_Brief:_ Among the records below, find each line containing the word "image" and copy it.

_Source information:_
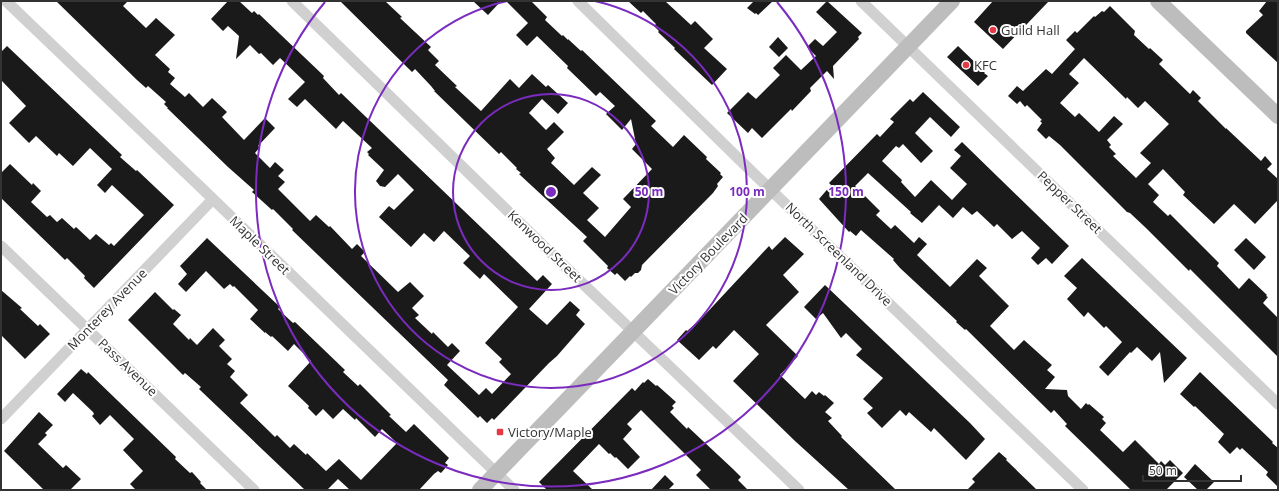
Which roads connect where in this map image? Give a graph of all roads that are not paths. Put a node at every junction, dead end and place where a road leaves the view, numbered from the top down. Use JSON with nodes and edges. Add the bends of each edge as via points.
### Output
{"nodes":[{"id":1,"x":6,"y":1,"type":"edge"},
{"id":2,"x":292,"y":1,"type":"edge"},
{"id":3,"x":578,"y":1,"type":"edge"},
{"id":4,"x":861,"y":1,"type":"edge"},
{"id":5,"x":952,"y":1,"type":"edge"},
{"id":6,"x":1158,"y":1,"type":"edge"},
{"id":7,"x":908,"y":46,"type":"junction"},
{"id":8,"x":1278,"y":116,"type":"edge"},
{"id":9,"x":771,"y":189,"type":"junction"},
{"id":10,"x":213,"y":199,"type":"junction"},
{"id":11,"x":1,"y":246,"type":"edge"},
{"id":12,"x":88,"y":328,"type":"junction"},
{"id":13,"x":634,"y":331,"type":"junction"},
{"id":14,"x":1278,"y":404,"type":"edge"},
{"id":15,"x":1,"y":419,"type":"edge"},
{"id":16,"x":496,"y":473,"type":"junction"},
{"id":17,"x":254,"y":490,"type":"edge"},
{"id":18,"x":480,"y":490,"type":"edge"},
{"id":19,"x":514,"y":490,"type":"edge"},
{"id":20,"x":799,"y":490,"type":"edge"},
{"id":21,"x":1083,"y":490,"type":"edge"}],
"edges":[{"from":1,"to":10,"type":"street","name":"Maple Street"},
{"from":2,"to":13,"type":"street","name":"Kenwood Street"},
{"from":3,"to":9,"type":"street","name":"North Screenland Drive"},
{"from":4,"to":7,"type":"street","name":"Pepper Street"},
{"from":5,"to":7,"type":"main road","name":"Victory Boulevard"},
{"from":6,"to":8,"type":"main road"},
{"from":7,"to":9,"type":"main road","name":"Victory Boulevard"},
{"from":7,"to":14,"type":"street","name":"Pepper Street"},
{"from":9,"to":13,"type":"main road","name":"Victory Boulevard"},
{"from":9,"to":21,"type":"street","name":"North Screenland Drive"},
{"from":10,"to":12,"type":"street","name":"Monterey Avenue"},
{"from":10,"to":16,"type":"street","name":"Maple Street"},
{"from":11,"to":12,"type":"street","name":"Pass Avenue"},
{"from":12,"to":15,"type":"street","name":"Monterey Avenue"},
{"from":12,"to":17,"type":"street","name":"Pass Avenue"},
{"from":13,"to":16,"type":"main road","name":"Victory Boulevard"},
{"from":13,"to":20,"type":"street","name":"Kenwood Street"},
{"from":16,"to":18,"type":"main road","name":"Victory Boulevard"},
{"from":16,"to":19,"type":"street","name":"Maple Street"}]}
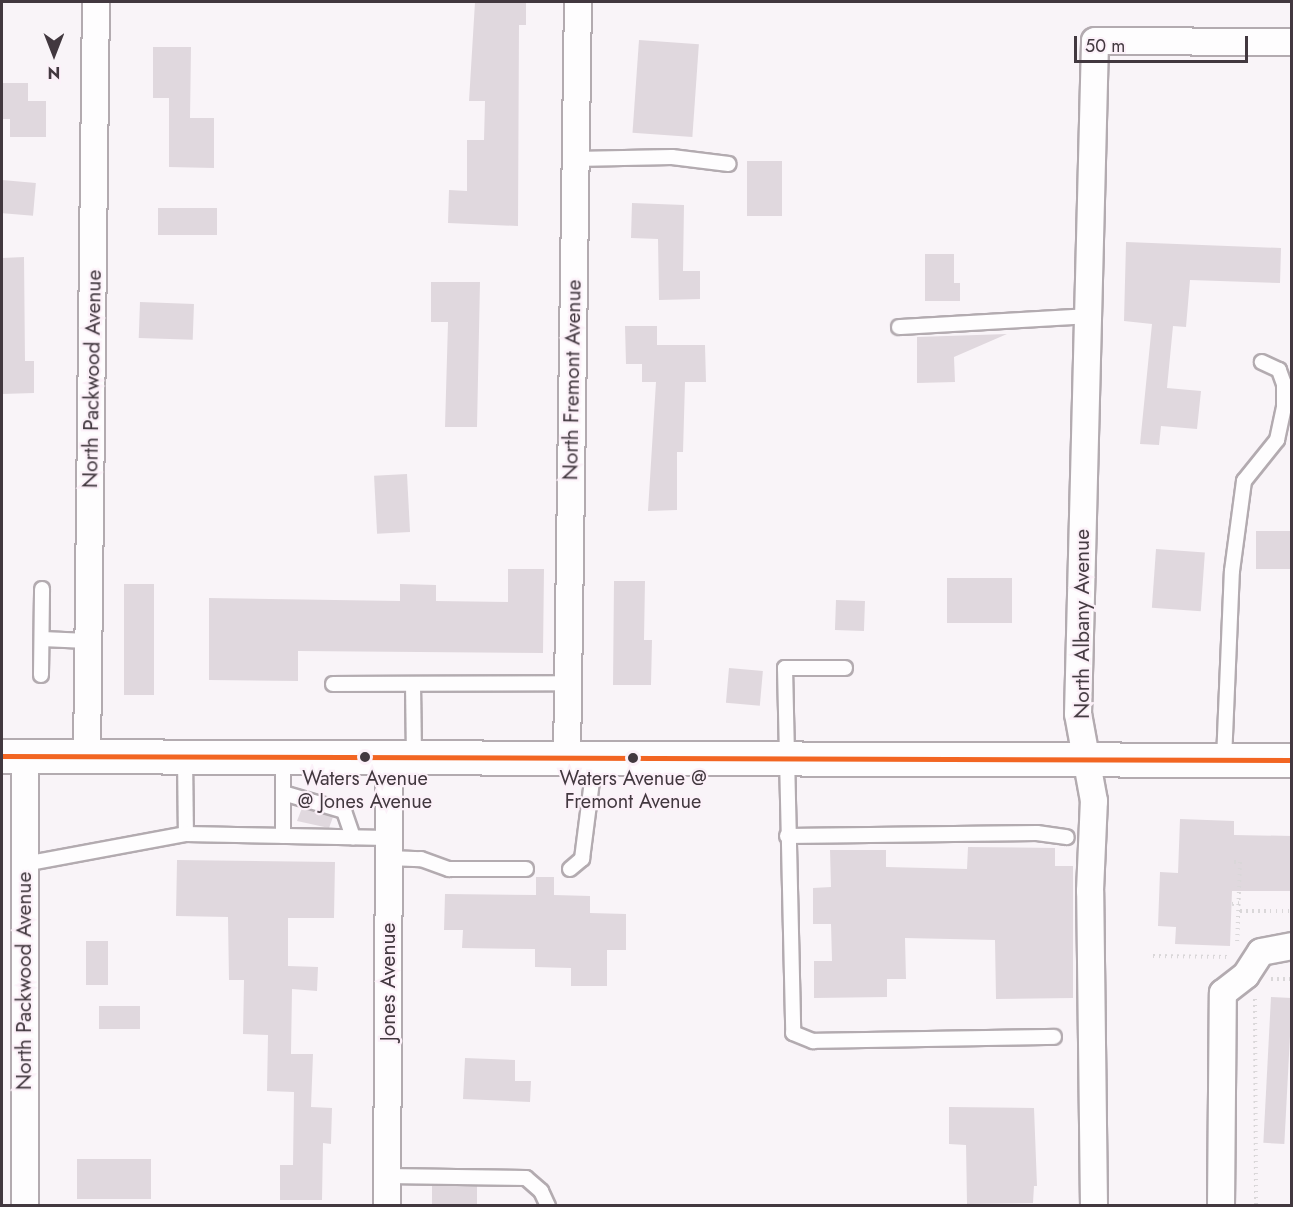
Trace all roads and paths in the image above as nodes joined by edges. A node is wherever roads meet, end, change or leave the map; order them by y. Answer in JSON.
{"nodes":[{"id":1,"x":96,"y":2,"type":"edge"},
{"id":2,"x":578,"y":2,"type":"edge"},
{"id":3,"x":1292,"y":42,"type":"edge"},
{"id":4,"x":575,"y":159,"type":"junction"},
{"id":5,"x":729,"y":164,"type":"dead end"},
{"id":6,"x":1088,"y":316,"type":"junction"},
{"id":7,"x":899,"y":327,"type":"dead end"},
{"id":8,"x":1262,"y":362,"type":"dead end"},
{"id":9,"x":42,"y":589,"type":"dead end"},
{"id":10,"x":42,"y":639,"type":"junction"},
{"id":11,"x":88,"y":641,"type":"junction"},
{"id":12,"x":844,"y":668,"type":"dead end"},
{"id":13,"x":41,"y":675,"type":"dead end"},
{"id":14,"x":568,"y":683,"type":"junction"},
{"id":15,"x":333,"y":684,"type":"dead end"},
{"id":16,"x":413,"y":684,"type":"junction"},
{"id":17,"x":13,"y":756,"type":"edge"},
{"id":18,"x":87,"y":757,"type":"junction"},
{"id":19,"x":185,"y":757,"type":"junction"},
{"id":20,"x":283,"y":757,"type":"junction"},
{"id":21,"x":401,"y":758,"type":"junction"},
{"id":22,"x":581,"y":758,"type":"junction"},
{"id":23,"x":785,"y":759,"type":"junction"},
{"id":24,"x":1087,"y":760,"type":"junction"},
{"id":25,"x":1224,"y":760,"type":"junction"},
{"id":26,"x":1292,"y":760,"type":"edge"},
{"id":27,"x":283,"y":793,"type":"junction"},
{"id":28,"x":186,"y":834,"type":"junction"},
{"id":29,"x":283,"y":836,"type":"junction"},
{"id":30,"x":787,"y":836,"type":"junction"},
{"id":31,"x":353,"y":837,"type":"junction"},
{"id":32,"x":1067,"y":837,"type":"dead end"},
{"id":33,"x":388,"y":848,"type":"junction"},
{"id":34,"x":1234,"y":862,"type":"dead end"},
{"id":35,"x":24,"y":864,"type":"junction"},
{"id":36,"x":570,"y":868,"type":"dead end"},
{"id":37,"x":526,"y":869,"type":"dead end"},
{"id":38,"x":1241,"y":903,"type":"junction"},
{"id":39,"x":1232,"y":904,"type":"dead end"},
{"id":40,"x":1240,"y":911,"type":"junction"},
{"id":41,"x":1292,"y":911,"type":"edge"},
{"id":42,"x":1237,"y":946,"type":"dead end"},
{"id":43,"x":1292,"y":946,"type":"edge"},
{"id":44,"x":1153,"y":956,"type":"dead end"},
{"id":45,"x":1235,"y":957,"type":"dead end"},
{"id":46,"x":1255,"y":990,"type":"dead end"},
{"id":47,"x":1054,"y":1037,"type":"dead end"},
{"id":48,"x":387,"y":1176,"type":"junction"},
{"id":49,"x":25,"y":1206,"type":"edge"},
{"id":50,"x":387,"y":1206,"type":"edge"},
{"id":51,"x":548,"y":1206,"type":"edge"},
{"id":52,"x":1094,"y":1206,"type":"edge"},
{"id":53,"x":1221,"y":1206,"type":"edge"},
{"id":54,"x":1256,"y":1206,"type":"edge"}],
"edges":[{"from":1,"to":11,"type":"street","name":"North Packwood Avenue"},
{"from":2,"to":4,"type":"street","name":"North Fremont Avenue"},
{"from":3,"to":6,"type":"street","name":"North Albany Avenue"},
{"from":4,"to":5,"type":"lane"},
{"from":4,"to":14,"type":"street","name":"North Fremont Avenue"},
{"from":6,"to":7,"type":"lane"},
{"from":6,"to":24,"type":"street","name":"North Albany Avenue"},
{"from":8,"to":25,"type":"lane"},
{"from":9,"to":10,"type":"lane"},
{"from":10,"to":11,"type":"lane"},
{"from":10,"to":13,"type":"lane"},
{"from":11,"to":18,"type":"street","name":"North Packwood Avenue"},
{"from":12,"to":23,"type":"lane"},
{"from":14,"to":16,"type":"lane"},
{"from":14,"to":22,"type":"street","name":"North Fremont Avenue"},
{"from":15,"to":16,"type":"lane"},
{"from":16,"to":21,"type":"lane"},
{"from":17,"to":18,"type":"main road"},
{"from":17,"to":35,"type":"street","name":"North Packwood Avenue"},
{"from":18,"to":19,"type":"main road"},
{"from":19,"to":20,"type":"main road"},
{"from":19,"to":28,"type":"lane"},
{"from":20,"to":21,"type":"main road"},
{"from":20,"to":27,"type":"lane"},
{"from":21,"to":22,"type":"main road"},
{"from":21,"to":33,"type":"street","name":"Jones Avenue"},
{"from":22,"to":23,"type":"main road"},
{"from":22,"to":36,"type":"lane"},
{"from":23,"to":24,"type":"main road"},
{"from":23,"to":30,"type":"lane"},
{"from":24,"to":25,"type":"main road"},
{"from":24,"to":52,"type":"street","name":"North Albany Avenue"},
{"from":25,"to":26,"type":"main road"},
{"from":27,"to":29,"type":"lane"},
{"from":27,"to":31,"type":"lane"},
{"from":28,"to":29,"type":"lane"},
{"from":28,"to":35,"type":"lane"},
{"from":29,"to":31,"type":"lane"},
{"from":30,"to":32,"type":"lane"},
{"from":30,"to":47,"type":"lane"},
{"from":31,"to":33,"type":"lane"},
{"from":33,"to":37,"type":"lane"},
{"from":33,"to":48,"type":"street","name":"Jones Avenue"},
{"from":34,"to":38,"type":"path"},
{"from":35,"to":49,"type":"street","name":"North Packwood Avenue"},
{"from":38,"to":39,"type":"path"},
{"from":38,"to":40,"type":"path"},
{"from":40,"to":41,"type":"path"},
{"from":40,"to":42,"type":"path"},
{"from":43,"to":53,"type":"street"},
{"from":44,"to":45,"type":"path"},
{"from":46,"to":54,"type":"path"},
{"from":48,"to":50,"type":"street","name":"Jones Avenue"},
{"from":48,"to":51,"type":"lane"}]}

_Result of the task:_
Which roads connect where in this map image? Give a graph of all roads that are not paths. Put a node at every junction, dead end and place where a road leaves the view, numbered from the top down. Use JSON with nodes and edges. Add the bends of each edge as via points.
Trace all roads and paths in the image above as nodes joined by edges. A node is wherever roads meet, end, change or leave the map; order them by y. Answer in JSON.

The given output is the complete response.